But Japan is still an Asian powerhouse. Firms like Mizuho Financial Group Inc., one of Japan's financial services giants, are still continuing to hire and expand as they attempt to stanch their losses connected to investments in U.S. subprime mortgages. Mizuho Corporate, its investment banking arm, announced plans last month to hire 150 bankers in Asia in risk management and marketing.
Trading operations in Japan are also expansive as the Tokyo Stock Exchange is the second largest in the world after the New York Stock Exchange with over 2,000 companies listed.

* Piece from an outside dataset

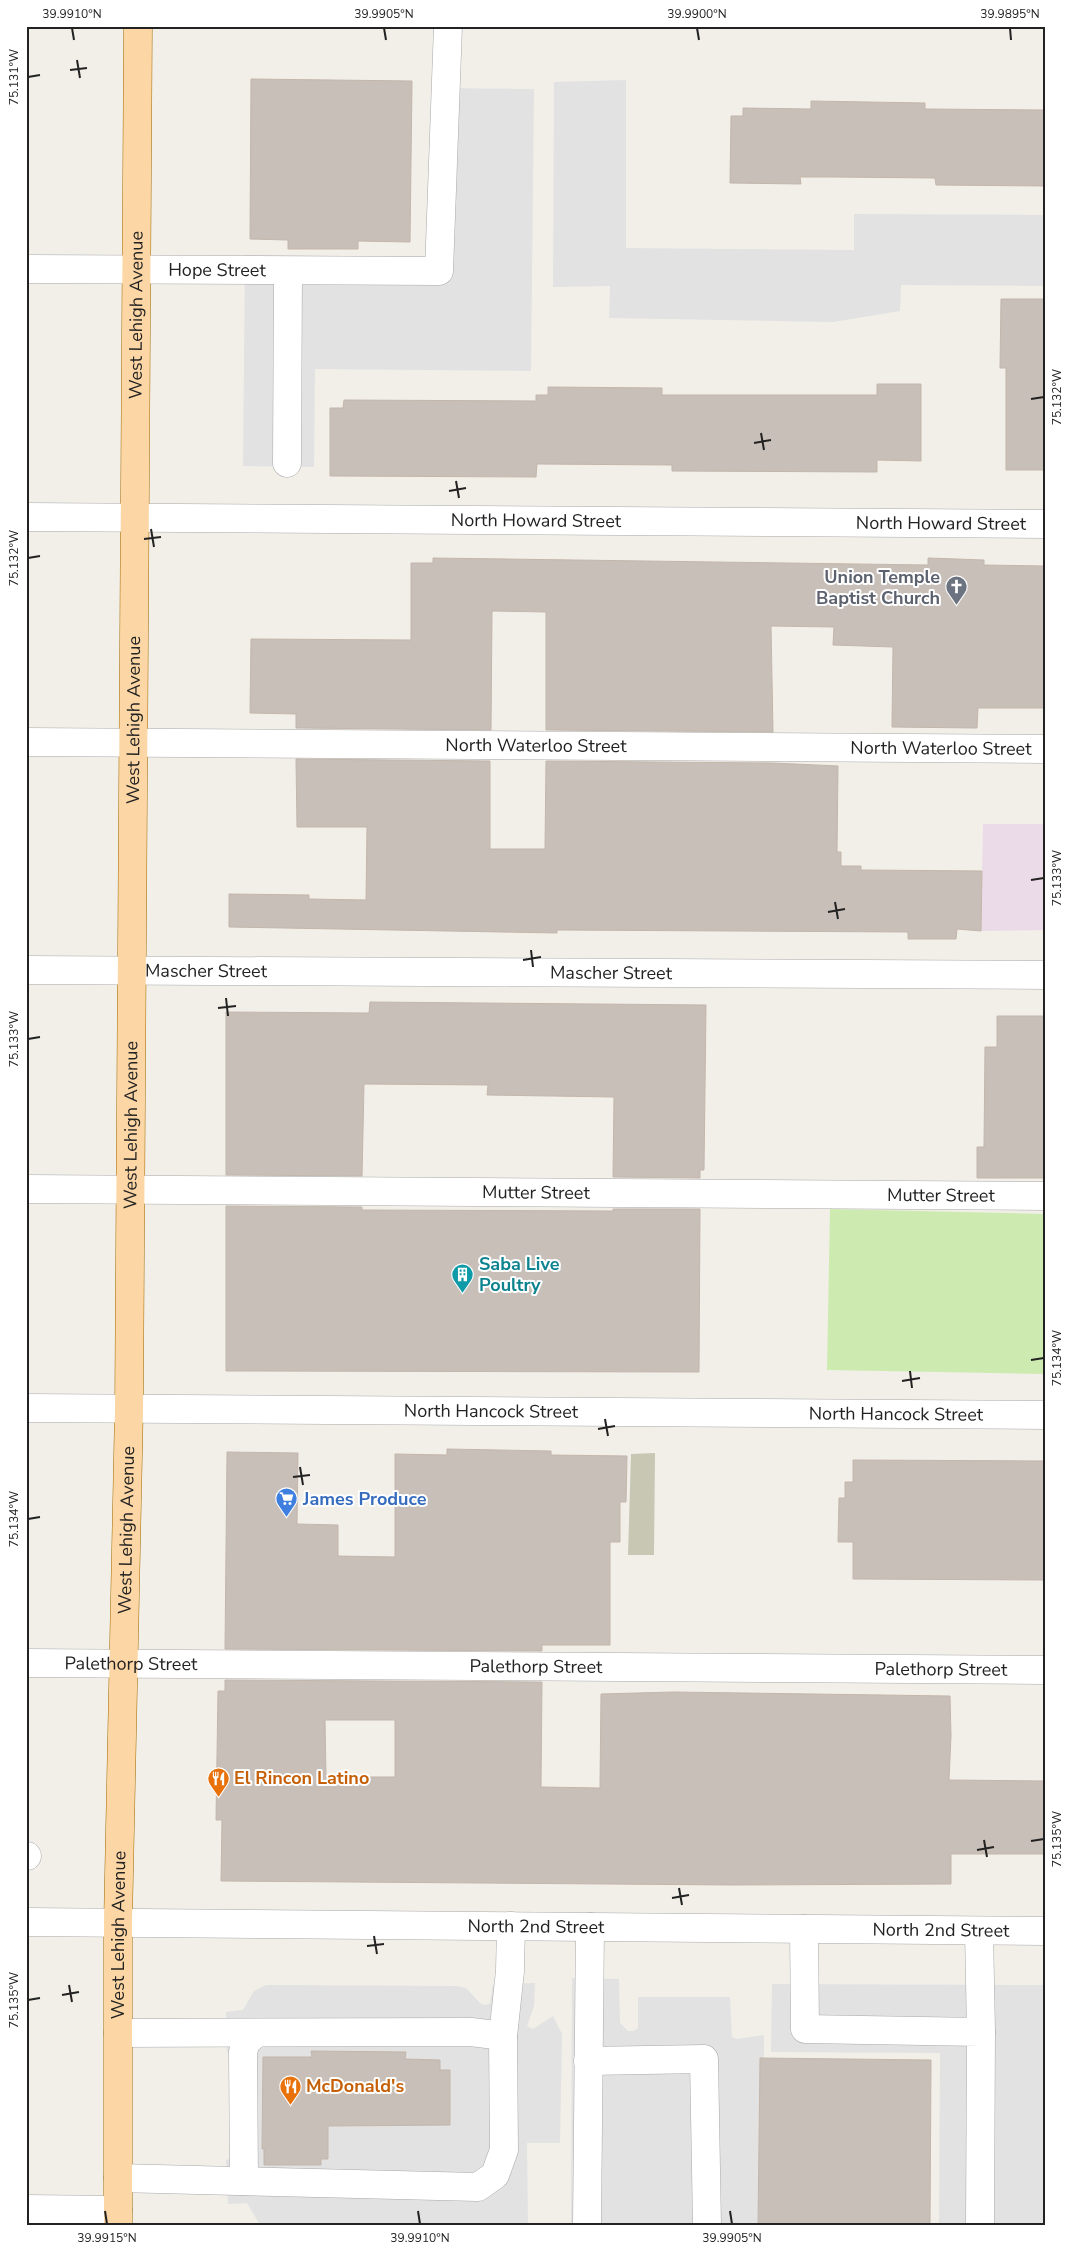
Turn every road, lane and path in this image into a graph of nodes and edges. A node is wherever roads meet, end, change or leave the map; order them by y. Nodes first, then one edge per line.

The crisis has also generally spurred hiring in selected pockets, say recruiters, particularly in regulatory reporting roles which are in higher demand because of the additional reporting required by financial services industry regulatory bodies. Market risk professionals are also in high demand as banks have tighter trading limits and need more expertise, said Heap.
Shanghai (GFCI ranking: 6)
As an emerging market, Shanghai joined the ranks of its more established counterparts in Asia only recently, making it into the top 10 in the GFCI for the first time. The Shanghai stock exchange lists almost 900 companies and is among the world's ten largest stock markets. Recruiters report that hiring is aggressive in Shanghai, with vacancies sprouting at HSBC, Citibank, Standard Chartered and Australian investment banking giant ANZ.
"In general, China is very strong in natural resources," said Lim Chye Lian, global chair of IIC partners, an international executive search firm.
Recruiters say branch banking and trade finance are the areas in which there is most hiring potential, with foreign talent being sought after to offset the relative inexperience of local talent in a developing market.
"Despite the growth here, [the financial sector] is not as mature as it is in the U.S. or in London," said Lim. "We're looking for people with that global perspective and some Wall Street experience."
Kuala Lumpur (GFCI ranking 48)
Despite the Malaysian capital's comparatively lackluster ranking, the rise of Islamic banking has created a growing need for talent in the city. In total, Islamic banking has grown by 15% in the last decade and IMF projections forecast a growth to $1 trillion by 2016. The Bursa Malaysia Berhad, Malaysia's stock exchange headquartered in KL, lists more than 800 companies
With the financial crisis bringing some less than ethical banking practices to light, financial services that adhere to Shariah law have become more attractive to vendors both Muslim and otherwise.